*** DATA UNDER STUDY ***

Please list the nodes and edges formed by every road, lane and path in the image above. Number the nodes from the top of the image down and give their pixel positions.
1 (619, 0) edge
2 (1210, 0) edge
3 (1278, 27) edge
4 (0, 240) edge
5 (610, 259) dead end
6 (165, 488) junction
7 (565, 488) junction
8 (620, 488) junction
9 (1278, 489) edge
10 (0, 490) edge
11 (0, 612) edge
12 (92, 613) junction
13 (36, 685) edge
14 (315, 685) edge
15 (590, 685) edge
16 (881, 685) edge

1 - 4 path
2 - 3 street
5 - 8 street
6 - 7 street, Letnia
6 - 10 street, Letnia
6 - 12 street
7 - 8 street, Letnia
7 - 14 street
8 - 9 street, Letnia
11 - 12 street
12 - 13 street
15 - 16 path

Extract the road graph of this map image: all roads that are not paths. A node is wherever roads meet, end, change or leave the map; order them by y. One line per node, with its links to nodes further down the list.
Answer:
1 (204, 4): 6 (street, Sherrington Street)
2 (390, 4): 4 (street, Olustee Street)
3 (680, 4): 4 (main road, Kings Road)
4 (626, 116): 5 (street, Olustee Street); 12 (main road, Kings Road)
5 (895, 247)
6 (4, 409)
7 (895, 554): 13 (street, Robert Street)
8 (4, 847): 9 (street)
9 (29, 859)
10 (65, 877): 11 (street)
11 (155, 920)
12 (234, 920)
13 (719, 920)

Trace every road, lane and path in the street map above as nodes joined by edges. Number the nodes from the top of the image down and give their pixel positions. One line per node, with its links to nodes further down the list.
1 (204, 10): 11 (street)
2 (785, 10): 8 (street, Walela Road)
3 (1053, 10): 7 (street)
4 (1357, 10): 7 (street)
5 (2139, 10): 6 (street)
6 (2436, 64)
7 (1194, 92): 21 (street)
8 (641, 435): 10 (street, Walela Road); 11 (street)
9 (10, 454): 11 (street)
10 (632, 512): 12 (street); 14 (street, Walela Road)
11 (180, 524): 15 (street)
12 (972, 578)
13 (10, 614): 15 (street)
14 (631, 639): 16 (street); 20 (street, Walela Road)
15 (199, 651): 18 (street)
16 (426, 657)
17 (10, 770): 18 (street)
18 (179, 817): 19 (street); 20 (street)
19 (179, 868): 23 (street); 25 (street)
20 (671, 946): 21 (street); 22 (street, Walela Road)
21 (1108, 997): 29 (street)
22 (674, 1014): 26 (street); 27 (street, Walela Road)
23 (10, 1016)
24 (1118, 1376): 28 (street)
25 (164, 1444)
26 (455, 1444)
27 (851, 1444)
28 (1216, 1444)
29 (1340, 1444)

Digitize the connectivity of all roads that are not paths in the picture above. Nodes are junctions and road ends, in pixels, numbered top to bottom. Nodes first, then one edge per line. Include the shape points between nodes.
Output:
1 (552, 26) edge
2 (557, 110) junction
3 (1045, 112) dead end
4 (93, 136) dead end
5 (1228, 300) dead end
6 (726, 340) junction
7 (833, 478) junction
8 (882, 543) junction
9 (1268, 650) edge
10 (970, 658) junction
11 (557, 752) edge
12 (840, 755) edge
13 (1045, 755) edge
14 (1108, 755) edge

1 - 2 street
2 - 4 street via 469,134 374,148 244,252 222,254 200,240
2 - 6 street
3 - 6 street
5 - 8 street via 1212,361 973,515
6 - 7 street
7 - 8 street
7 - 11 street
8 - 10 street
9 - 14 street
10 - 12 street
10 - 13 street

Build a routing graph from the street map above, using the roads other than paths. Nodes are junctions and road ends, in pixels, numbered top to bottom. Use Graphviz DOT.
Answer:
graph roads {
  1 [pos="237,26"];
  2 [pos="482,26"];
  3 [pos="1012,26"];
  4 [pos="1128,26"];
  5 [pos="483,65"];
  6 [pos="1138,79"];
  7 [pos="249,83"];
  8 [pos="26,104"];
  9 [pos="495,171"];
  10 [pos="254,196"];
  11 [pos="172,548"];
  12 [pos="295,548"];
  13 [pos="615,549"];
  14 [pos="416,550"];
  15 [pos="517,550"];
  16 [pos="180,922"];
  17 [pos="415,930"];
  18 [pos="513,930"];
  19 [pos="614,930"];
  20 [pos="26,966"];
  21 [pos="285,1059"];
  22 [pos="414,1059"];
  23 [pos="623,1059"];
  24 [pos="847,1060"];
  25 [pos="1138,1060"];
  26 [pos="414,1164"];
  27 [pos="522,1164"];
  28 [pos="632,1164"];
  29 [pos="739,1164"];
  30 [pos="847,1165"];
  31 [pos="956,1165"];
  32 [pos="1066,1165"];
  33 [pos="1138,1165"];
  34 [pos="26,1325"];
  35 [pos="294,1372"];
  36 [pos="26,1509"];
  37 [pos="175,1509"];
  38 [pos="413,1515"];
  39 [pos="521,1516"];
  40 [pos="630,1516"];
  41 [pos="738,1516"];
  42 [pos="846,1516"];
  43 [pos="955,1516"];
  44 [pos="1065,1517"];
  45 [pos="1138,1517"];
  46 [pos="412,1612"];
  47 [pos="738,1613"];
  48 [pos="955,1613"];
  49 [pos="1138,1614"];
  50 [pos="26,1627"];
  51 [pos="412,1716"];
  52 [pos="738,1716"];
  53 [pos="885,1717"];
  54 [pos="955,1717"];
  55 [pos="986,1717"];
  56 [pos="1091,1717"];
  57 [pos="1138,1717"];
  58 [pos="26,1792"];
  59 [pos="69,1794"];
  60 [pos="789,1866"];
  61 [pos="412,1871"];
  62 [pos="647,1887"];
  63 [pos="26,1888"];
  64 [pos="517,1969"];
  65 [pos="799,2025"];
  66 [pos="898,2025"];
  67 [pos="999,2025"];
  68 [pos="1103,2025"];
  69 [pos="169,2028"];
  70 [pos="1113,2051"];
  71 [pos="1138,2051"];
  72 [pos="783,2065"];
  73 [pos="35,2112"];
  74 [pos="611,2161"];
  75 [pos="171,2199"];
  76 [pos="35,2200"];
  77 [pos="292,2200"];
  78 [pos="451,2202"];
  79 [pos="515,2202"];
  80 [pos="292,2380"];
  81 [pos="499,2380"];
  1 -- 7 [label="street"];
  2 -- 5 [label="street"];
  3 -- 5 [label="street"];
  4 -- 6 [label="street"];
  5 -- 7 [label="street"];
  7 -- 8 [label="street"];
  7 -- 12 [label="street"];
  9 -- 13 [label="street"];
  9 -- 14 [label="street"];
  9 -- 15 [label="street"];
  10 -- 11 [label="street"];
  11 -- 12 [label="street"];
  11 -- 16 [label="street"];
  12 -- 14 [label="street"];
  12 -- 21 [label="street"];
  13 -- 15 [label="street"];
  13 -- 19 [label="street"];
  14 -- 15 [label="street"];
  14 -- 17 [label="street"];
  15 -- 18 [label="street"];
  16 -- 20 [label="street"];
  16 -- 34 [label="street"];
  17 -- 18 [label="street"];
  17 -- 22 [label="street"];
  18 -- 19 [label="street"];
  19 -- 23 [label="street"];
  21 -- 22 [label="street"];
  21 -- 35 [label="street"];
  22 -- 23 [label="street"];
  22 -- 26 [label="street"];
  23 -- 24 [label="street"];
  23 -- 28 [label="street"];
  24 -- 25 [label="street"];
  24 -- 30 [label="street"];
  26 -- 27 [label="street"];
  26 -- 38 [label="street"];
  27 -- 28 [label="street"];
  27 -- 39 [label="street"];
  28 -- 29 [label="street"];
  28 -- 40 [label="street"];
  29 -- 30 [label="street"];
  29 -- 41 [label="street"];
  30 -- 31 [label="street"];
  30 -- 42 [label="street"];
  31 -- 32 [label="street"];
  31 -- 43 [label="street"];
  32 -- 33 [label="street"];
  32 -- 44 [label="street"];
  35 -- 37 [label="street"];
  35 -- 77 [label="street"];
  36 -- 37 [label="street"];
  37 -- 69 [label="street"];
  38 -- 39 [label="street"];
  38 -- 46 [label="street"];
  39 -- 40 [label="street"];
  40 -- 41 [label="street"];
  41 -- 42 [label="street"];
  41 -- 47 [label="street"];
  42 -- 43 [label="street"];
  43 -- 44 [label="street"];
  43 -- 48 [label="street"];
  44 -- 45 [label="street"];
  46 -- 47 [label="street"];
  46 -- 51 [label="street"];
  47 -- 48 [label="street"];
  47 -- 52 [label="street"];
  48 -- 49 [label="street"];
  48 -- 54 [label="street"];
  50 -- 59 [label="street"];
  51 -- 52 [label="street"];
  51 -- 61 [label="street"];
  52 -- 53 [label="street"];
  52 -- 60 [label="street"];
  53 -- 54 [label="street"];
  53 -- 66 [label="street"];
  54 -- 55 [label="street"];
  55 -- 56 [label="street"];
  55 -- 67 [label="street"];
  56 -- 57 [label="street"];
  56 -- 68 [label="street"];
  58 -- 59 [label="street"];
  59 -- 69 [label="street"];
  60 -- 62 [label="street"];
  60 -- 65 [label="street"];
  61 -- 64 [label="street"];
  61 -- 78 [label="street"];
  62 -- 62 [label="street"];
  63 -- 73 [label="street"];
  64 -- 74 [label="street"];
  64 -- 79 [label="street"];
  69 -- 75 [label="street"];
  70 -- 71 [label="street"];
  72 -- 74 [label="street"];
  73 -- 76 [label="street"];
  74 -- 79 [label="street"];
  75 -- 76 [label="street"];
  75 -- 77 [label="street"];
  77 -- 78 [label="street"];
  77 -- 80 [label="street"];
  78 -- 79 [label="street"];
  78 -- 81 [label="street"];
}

***

PROBLEM: Note every line of the records that holds the word "main", and copy it.

YOUR RESPONSE:
3 (680, 4): 4 (main road, Kings Road)
4 (626, 116): 5 (street, Olustee Street); 12 (main road, Kings Road)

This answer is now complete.